» **WHAT THE TASK ASKS**
Whenever a line in the material below includes "highway", copy that line.

* * *

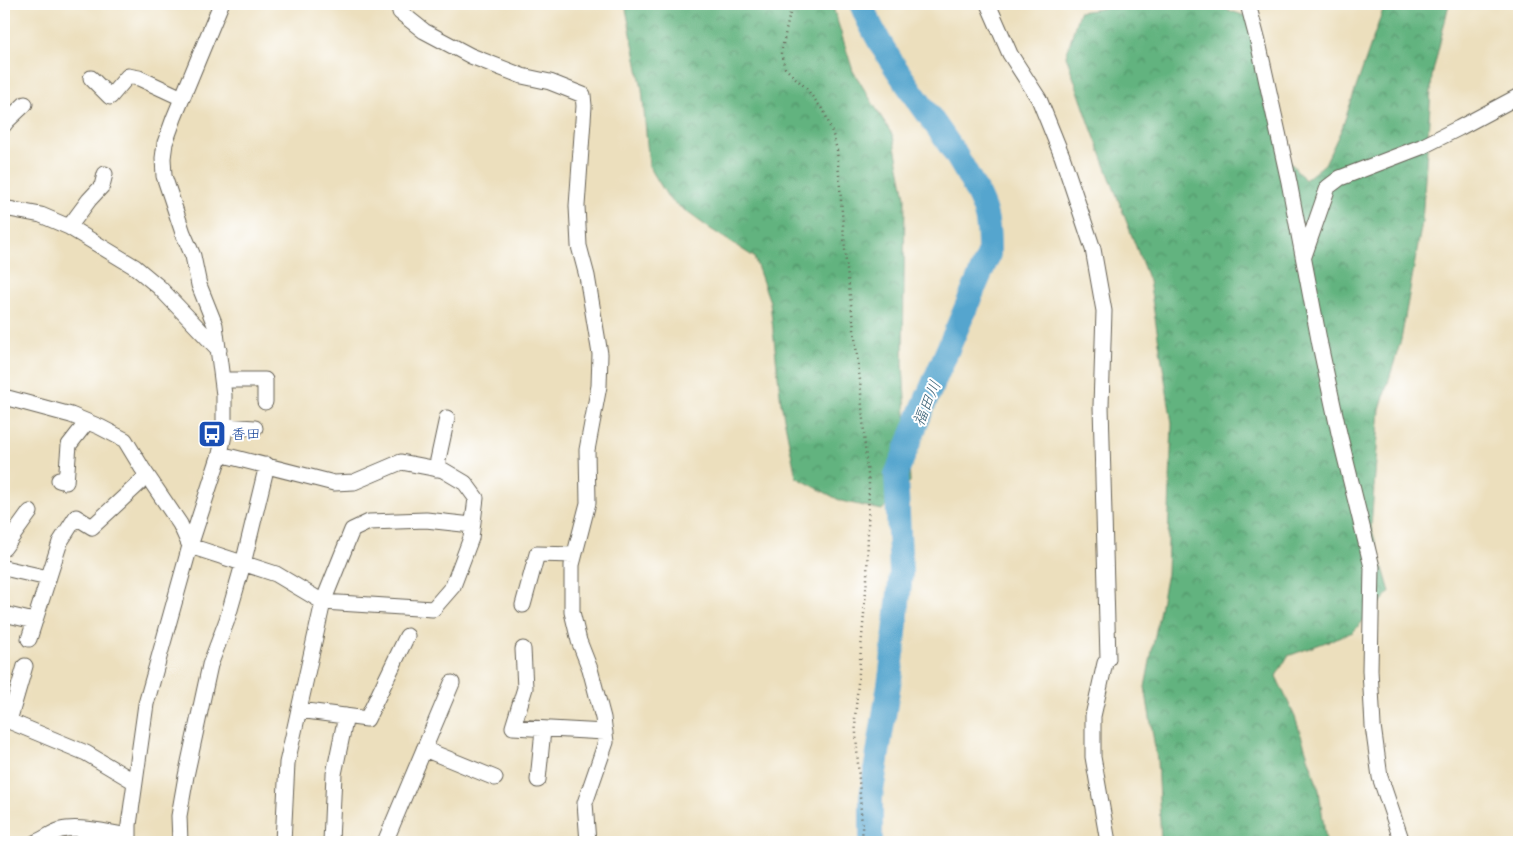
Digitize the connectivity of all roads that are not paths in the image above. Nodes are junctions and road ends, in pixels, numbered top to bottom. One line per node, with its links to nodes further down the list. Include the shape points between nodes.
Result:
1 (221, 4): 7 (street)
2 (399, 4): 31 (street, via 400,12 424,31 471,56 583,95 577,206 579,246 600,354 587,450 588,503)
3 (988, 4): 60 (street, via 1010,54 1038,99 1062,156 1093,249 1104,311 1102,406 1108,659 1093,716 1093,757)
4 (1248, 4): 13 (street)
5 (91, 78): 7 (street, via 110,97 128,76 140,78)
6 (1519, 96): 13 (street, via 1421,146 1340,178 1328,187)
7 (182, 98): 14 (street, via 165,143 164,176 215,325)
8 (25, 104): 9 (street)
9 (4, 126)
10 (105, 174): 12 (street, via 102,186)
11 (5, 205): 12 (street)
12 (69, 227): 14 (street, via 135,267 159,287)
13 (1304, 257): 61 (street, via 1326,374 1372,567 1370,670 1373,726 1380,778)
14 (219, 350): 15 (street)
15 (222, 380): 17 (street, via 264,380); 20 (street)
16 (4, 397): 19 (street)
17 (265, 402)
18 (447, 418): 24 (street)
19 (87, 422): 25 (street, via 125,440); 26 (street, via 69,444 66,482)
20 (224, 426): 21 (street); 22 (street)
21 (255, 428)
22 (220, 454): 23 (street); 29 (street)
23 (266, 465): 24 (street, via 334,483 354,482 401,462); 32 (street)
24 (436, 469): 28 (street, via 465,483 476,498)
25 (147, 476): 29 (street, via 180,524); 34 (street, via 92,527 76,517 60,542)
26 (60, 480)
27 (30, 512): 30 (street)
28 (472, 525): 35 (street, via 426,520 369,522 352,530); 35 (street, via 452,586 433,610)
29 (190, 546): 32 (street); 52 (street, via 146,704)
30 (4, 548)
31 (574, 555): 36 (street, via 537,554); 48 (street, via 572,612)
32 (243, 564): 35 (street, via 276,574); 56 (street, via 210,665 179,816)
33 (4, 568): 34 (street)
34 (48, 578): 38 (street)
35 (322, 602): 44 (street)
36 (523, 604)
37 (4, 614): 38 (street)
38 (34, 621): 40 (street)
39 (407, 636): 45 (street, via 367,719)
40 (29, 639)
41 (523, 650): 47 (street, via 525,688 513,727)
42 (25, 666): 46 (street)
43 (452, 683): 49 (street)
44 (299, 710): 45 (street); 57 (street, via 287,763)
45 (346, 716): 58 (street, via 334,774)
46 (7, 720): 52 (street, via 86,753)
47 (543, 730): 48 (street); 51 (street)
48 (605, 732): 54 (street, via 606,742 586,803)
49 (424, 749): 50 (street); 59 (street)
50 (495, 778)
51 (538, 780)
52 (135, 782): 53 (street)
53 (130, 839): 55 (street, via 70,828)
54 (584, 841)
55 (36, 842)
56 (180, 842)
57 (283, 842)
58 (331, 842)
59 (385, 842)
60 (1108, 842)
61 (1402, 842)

* * *

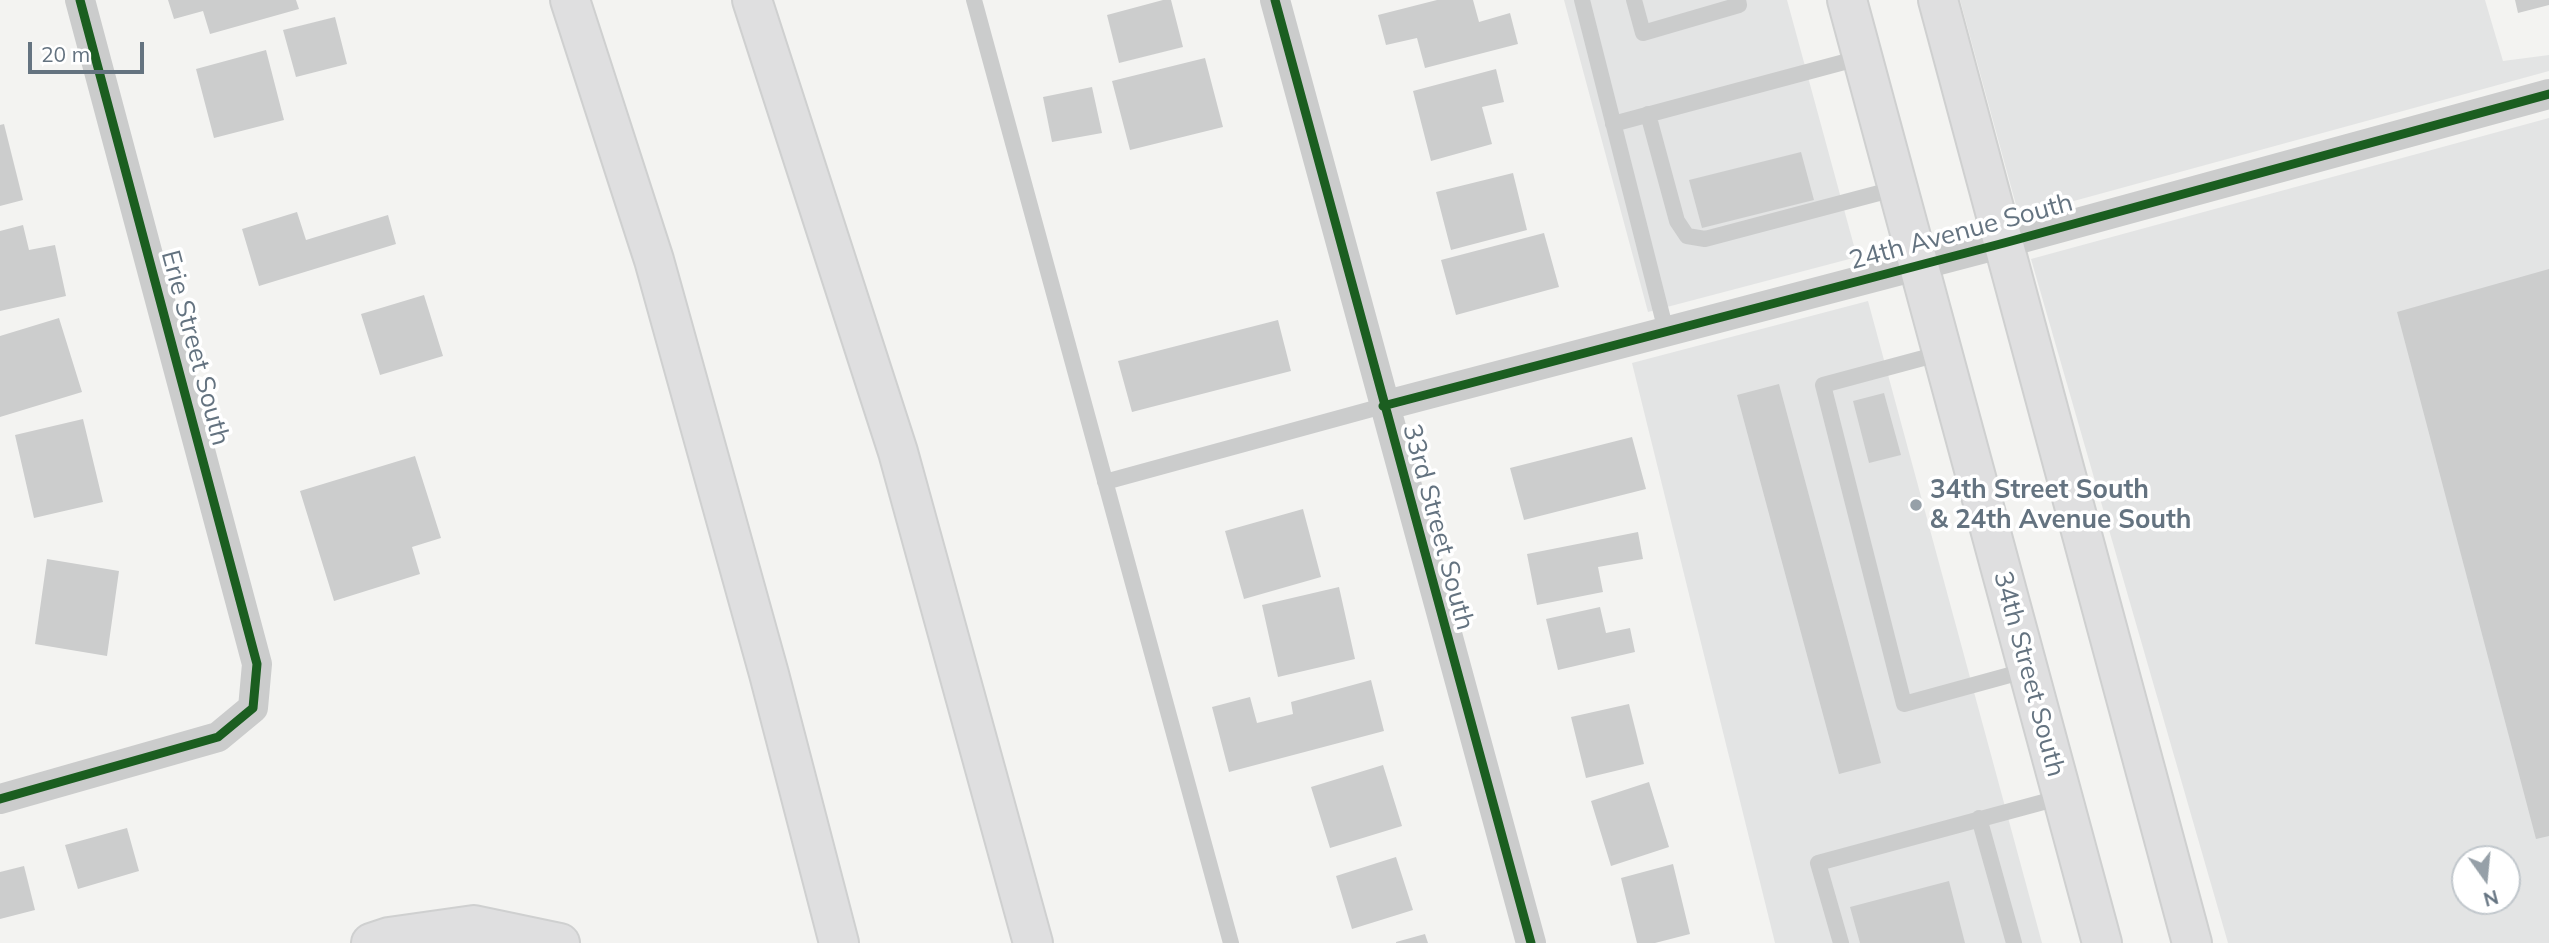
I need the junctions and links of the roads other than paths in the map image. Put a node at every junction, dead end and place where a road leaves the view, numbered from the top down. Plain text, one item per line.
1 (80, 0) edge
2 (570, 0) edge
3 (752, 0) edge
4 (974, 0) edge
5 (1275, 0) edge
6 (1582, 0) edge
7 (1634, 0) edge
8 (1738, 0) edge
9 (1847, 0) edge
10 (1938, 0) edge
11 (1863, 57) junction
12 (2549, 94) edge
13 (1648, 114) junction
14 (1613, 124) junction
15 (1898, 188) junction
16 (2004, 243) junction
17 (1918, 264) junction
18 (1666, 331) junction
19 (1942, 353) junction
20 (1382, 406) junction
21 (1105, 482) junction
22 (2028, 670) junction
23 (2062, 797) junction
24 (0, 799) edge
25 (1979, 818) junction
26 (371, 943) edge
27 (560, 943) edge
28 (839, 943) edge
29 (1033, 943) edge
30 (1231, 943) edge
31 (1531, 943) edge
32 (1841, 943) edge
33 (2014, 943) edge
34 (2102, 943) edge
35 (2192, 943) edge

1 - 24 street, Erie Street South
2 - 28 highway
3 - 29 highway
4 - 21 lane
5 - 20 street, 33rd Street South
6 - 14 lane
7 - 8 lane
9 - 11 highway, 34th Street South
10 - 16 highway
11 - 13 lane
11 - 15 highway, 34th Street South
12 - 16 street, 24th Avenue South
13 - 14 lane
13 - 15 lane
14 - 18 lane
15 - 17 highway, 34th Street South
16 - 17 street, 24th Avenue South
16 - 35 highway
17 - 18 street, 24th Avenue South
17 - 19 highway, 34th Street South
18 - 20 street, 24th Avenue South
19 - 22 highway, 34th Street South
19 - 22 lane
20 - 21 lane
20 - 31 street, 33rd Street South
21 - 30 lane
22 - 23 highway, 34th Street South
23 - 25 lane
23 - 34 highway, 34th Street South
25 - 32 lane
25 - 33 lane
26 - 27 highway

* * *

» **YOUR SOLUTION**
2 - 28 highway
3 - 29 highway
9 - 11 highway, 34th Street South
10 - 16 highway
11 - 15 highway, 34th Street South
15 - 17 highway, 34th Street South
16 - 35 highway
17 - 19 highway, 34th Street South
19 - 22 highway, 34th Street South
22 - 23 highway, 34th Street South
23 - 34 highway, 34th Street South
26 - 27 highway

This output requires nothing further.